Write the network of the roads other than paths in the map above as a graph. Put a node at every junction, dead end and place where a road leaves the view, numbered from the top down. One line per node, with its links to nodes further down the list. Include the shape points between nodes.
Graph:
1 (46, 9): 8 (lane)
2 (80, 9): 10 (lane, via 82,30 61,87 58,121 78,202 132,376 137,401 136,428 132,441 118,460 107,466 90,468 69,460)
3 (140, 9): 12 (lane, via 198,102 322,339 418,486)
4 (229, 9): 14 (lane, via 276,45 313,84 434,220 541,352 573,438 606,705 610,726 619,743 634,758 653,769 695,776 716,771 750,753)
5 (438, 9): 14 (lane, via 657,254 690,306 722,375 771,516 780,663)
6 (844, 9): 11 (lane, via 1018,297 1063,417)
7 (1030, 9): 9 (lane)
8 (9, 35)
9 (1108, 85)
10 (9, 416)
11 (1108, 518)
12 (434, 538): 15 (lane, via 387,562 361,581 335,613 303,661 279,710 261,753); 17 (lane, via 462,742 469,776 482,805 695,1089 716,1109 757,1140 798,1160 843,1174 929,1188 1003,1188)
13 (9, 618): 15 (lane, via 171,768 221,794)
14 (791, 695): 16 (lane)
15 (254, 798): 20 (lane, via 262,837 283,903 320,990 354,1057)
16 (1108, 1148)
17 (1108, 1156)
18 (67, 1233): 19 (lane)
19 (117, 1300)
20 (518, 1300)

::::::::

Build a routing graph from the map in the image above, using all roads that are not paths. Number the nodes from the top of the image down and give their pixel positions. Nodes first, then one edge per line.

::::::::

Tell how many lines of the data include the word "nodes", without any other words.

#### [Problem solution]
2